Devant la perspective de ces éventuels auditeurs masculins, Marguerite a bien failli renoncer. Pour la majeure partie des bien-pensants, il est extrêmement inconvenant de laisser une femme parler en public, et surtout devant des hommes. Cela ne sied pas à la modestie de son sexe ! Mais Françoise a eu une longue conversation avec Marguerite, dont cette dernière est sortie avec l’amère résolution d’un condamné se rendant à l’échafaud…

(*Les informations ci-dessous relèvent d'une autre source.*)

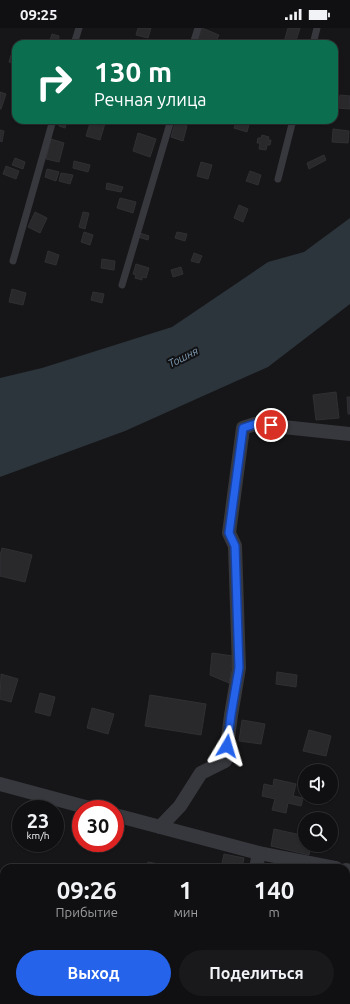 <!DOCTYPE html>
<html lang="ru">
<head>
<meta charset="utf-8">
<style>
	body { margin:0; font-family:Ubuntu,sans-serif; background:#19191b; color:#f1f3f6; height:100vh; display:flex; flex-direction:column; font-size:15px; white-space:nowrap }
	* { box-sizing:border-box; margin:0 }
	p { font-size:13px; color:#9c9d9f }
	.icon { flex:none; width:22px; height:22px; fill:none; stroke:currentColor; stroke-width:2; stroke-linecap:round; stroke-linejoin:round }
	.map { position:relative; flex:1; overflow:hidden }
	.details { position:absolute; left:0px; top:836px; width:350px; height:140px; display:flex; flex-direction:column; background:#101012; border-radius:12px 12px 0 0; box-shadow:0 1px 3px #0004,0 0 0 1px #303032 }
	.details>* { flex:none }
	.guide { position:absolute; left:12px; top:12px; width:326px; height:84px; border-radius:12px; box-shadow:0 1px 3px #0004,0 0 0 1px #303032; background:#0b6e4f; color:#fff; overflow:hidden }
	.fabs { position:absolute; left:298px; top:736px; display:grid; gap:8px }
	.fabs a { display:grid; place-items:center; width:40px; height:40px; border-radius:50%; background:#101012; box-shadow:0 1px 3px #0004,0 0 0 1px #303032; font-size:20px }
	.speed { position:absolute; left:12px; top:772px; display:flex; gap:8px; font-size:20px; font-weight:700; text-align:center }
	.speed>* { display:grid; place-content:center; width:52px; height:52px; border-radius:50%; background:#101012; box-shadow:0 1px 3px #0004,0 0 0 1px #303032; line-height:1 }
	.speed small { font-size:10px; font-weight:400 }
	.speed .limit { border:6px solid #d22; background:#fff; color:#111 }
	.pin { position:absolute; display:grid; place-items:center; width:34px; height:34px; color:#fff; margin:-17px; border:2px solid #fff; border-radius:50%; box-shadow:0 1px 4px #0007 }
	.me { position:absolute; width:44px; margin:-22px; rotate:7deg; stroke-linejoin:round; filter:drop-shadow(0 0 3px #0008) }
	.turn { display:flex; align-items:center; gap:14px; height:84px; padding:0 16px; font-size:18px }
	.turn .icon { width:52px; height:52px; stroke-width:2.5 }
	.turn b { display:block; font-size:28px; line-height:34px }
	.eta { display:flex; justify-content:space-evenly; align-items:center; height:68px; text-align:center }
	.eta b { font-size:24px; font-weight:600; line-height:28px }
	.cta { display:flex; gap:8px; margin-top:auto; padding:8px 16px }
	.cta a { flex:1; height:46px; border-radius:24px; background:#2563eb; color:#fff; font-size:16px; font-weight:600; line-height:46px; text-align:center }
	.cta a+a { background:#19191b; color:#f1f3f6 }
	.status { display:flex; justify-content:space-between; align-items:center; height:28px; padding:0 20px; background:#101012; direction:ltr }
	.status svg { height:11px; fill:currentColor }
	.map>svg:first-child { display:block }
	.water { fill:#2c353c }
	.building { fill:#29292c; stroke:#303034 }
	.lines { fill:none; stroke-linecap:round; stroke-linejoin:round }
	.lane { stroke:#37383d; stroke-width:7 }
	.street { stroke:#37383d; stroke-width:14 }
	.route-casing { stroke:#184099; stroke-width:10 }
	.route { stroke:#2563eb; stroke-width:7 }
	.labels { text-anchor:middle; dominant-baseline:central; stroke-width:4; stroke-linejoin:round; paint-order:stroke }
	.water-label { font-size:11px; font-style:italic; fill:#7f9bb3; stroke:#111113 }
</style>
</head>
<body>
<div class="status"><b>09:25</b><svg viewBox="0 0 49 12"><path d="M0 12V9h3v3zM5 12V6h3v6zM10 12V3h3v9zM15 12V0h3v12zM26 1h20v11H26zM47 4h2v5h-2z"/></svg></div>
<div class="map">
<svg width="350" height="976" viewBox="0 0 350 976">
	<rect width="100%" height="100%" fill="#161618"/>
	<polygon class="water" points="350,190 350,276 268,339 125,403 0,449 0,350 42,340 172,299 268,234 304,224"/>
	<g class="building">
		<polygon points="138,0 151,0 148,10 136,7"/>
		<polygon points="202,0 219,7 215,16 196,15"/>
		<polygon points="288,0 300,0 295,16 284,14"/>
		<polygon points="52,6 59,8 58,16 49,16"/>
		<polygon points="11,27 16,29 16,36 9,34"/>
		<polygon points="0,64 6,66 1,81 0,81"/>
		<polygon points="340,67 350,68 350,81 338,80"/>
		<polygon points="61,92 67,92 65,100 59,98"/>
		<polygon points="91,92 106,92 100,112 86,108"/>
		<polygon points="237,92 250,92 247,104 234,100"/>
		<polygon points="175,95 187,98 183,113 171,109"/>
		<polygon points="333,101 349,103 348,115 332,114"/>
		<polygon points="0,102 4,103 2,114 0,113"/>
		<polygon points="138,105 156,111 150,129 133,123"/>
		<polygon points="262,107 269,109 268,112 271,112 270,117 267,117 266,122 259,121 260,115 257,115 258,110 261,110"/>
		<polygon points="51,111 64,115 59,134 46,131"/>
		<polygon points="324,127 326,132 309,141 307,135"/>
		<polygon points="15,130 25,134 23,141 12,137"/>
		<polygon points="74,133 90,137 88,144 73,140"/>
		<polygon points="201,134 212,137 208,151 197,148"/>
		<polygon points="6,138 19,143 16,151 3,146"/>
		<polygon points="47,141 59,144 56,153 45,149"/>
		<polygon points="250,143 261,147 258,157 246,153"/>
		<polygon points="61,145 73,147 70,156 59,153"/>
		<polygon points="107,155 123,159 121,164 106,161"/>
		<polygon points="120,170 136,174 133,185 117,180"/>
		<polygon points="239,177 248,181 243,194 234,190"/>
		<polygon points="35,184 47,190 40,205 28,199"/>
		<polygon points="83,184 89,185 85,201 79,199"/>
		<polygon points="84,204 93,207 90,217 81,214"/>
		<polygon points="177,204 187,206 185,213 175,210"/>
		<polygon points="140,205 149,208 148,212 138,209"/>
		<polygon points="48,223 59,227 56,237 45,234"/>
		<polygon points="194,225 202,228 199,235 191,233"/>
		<polygon points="102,231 115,233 114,242 101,240"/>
		<polygon points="136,236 149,240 146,250 142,249 142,252 135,250 136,247 133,246"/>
		<polygon points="181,239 183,246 173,249 171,242"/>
		<polygon points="12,261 26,265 23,277 9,274"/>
		<polygon points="93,264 104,266 102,275 91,272"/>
		<polygon points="336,364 339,390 316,392 313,367"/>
		<polygon points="347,369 350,369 350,386 348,386"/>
		<polygon points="2,520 32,527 25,554 0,548 0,528"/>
		<polygon points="212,625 233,628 229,655 210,647"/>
		<polygon points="277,644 297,647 296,659 276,656"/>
		<polygon points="1,646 18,651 11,674 0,671"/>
		<polygon points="40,665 55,669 50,688 35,684"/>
		<polygon points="150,667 206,676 201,707 145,698"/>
		<polygon points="92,680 114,686 108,706 87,700"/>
		<polygon points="242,692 265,696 261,716 239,713"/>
		<polygon points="309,702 331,708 326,728 303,723"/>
		<polygon points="274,751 296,756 293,768 303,770 301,778 288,775 286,785 272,782 275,771 262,768 264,756 273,758"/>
		<polygon points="274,801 305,808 305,817 311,817 309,827 271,818"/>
		<polygon points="224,826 244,830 242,840 221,840"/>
		<polygon points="148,834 169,838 169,840 147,840"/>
	</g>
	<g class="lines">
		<g class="lane">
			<polyline points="74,16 79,0"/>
			<polyline points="193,16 198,0"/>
			<polyline points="313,16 317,0"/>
			<polyline points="278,151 293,92"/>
			<polyline points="13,233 53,92"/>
			<polyline points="122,257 171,92"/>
		</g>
		<g class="street">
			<polyline points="0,756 93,781"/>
			<polyline points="115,787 259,825 336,840"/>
			<polyline points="160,799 180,778 201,745 225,733 231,687 239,640 235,518 229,505 243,400 255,396 350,406"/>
			<polyline points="256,840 259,825"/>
			<polyline points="346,842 350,843"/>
		</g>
	</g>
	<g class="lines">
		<defs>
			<polyline id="route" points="227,718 231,687 239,640 235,518 229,505 243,400 255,396 271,397"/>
		</defs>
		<use href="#route" class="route-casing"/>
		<use href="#route" class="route"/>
	</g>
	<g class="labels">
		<g class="water-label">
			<text transform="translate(183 329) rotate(-27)">Тошня</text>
		</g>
	</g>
</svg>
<div class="fabs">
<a><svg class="icon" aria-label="sound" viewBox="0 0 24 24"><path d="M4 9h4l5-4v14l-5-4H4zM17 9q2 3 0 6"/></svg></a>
<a><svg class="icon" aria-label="search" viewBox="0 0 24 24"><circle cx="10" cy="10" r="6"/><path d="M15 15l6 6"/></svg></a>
</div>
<div class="speed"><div>23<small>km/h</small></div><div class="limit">30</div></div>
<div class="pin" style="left:271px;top:397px;background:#d93025"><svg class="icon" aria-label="arrive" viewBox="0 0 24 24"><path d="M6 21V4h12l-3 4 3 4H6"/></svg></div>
<svg class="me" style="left:227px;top:718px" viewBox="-20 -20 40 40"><path d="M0-17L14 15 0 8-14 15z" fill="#2563eb" stroke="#fff" stroke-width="4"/></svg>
<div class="guide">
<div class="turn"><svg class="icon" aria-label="right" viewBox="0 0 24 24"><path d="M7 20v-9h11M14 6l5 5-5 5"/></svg><div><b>130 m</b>Речная улица</div></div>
</div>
<section class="details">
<div class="eta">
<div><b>09:26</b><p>Прибытие</p></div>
<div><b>1</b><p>мин</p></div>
<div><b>140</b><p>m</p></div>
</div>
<div class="cta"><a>Выход</a><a>Поделиться</a></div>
</section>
</div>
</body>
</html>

Bientôt, chaudement couverts, Étienne et le jeune couple se hâtent de dévaler la rue pour trouver une carriole tout en devisant au sujet de la récente délivrance d’Étiennette. La salle, prêtée par l’Institut canadien de Montréal, est déjà à moitié pleine lorsqu’ils y font leur entrée. Normalement, les hommes s’installent seuls à l’arrière, mais Flavie rechigne à quitter ses compagnons. Cependant, Bastien l’y oblige, craignant d’offenser les dames à proximité.
Elle se résout à aller rejoindre sa mère, assise dans la deuxième rangée avec plusieurs de ses consœurs. D’un œil rancunier, Léonie la parcourt de haut en bas, puis elle grommelle, la voix pleine de ressentiment :
– Quelle belle tournure ! Ma fille est attifée comme une vraie mondaine ! Pas étonnant qu’elle ne daigne plus descendre dans les faubourgs !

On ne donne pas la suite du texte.